◆ WORK TO BE COMPLETED: Repeat exactly, and only, the lines from the one containing "Left hand at" through the end of the records.

◆ SUPPLIED INFORMATION:
[Start of section]
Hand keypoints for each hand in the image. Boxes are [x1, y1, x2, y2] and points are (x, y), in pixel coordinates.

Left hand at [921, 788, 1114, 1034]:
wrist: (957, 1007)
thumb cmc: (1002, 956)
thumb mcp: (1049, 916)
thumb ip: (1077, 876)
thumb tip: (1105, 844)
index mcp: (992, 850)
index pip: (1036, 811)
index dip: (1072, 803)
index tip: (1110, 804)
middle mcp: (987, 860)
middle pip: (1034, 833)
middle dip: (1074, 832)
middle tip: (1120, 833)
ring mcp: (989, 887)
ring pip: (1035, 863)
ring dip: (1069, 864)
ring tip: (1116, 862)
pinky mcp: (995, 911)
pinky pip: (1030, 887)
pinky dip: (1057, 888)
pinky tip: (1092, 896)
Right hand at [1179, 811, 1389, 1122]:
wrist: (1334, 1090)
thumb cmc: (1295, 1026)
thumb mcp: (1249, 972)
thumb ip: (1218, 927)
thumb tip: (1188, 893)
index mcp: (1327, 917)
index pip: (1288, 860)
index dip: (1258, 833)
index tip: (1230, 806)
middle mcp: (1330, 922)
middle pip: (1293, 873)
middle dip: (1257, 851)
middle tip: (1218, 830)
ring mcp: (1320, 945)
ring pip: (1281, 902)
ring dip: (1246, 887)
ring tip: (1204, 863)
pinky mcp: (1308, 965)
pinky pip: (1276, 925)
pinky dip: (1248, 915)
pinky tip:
[End of section]
◆ THE COMPLETED TASK:
Left hand at [921, 788, 1114, 1034]:
wrist: (957, 1007)
thumb cmc: (1002, 956)
thumb mcp: (1049, 916)
thumb ip: (1077, 876)
thumb tip: (1105, 844)
index mcp: (992, 850)
index pip: (1036, 811)
index dip: (1072, 803)
index tip: (1110, 804)
middle mcp: (987, 860)
middle pip: (1034, 833)
middle dip: (1074, 832)
middle tip: (1120, 833)
ring mcp: (989, 887)
ring pip: (1035, 863)
ring dip: (1069, 864)
ring tip: (1116, 862)
pinky mcp: (995, 911)
pinky pip: (1030, 887)
pinky dip: (1057, 888)
pinky tip: (1092, 896)
Right hand at [1179, 811, 1389, 1122]:
wrist: (1334, 1090)
thumb cmc: (1295, 1026)
thumb mcp: (1249, 972)
thumb ip: (1218, 927)
thumb tip: (1188, 893)
index mcp: (1327, 917)
index pip: (1288, 860)
index dip: (1258, 833)
index tip: (1230, 806)
middle mcp: (1330, 922)
middle pip: (1293, 873)
middle dip: (1257, 851)
middle tip: (1218, 830)
ring mcp: (1320, 945)
ring pip: (1281, 902)
ring dip: (1246, 887)
ring tip: (1204, 863)
pinky mcp: (1308, 965)
pinky pip: (1276, 925)
pinky dip: (1248, 915)
pinky tip:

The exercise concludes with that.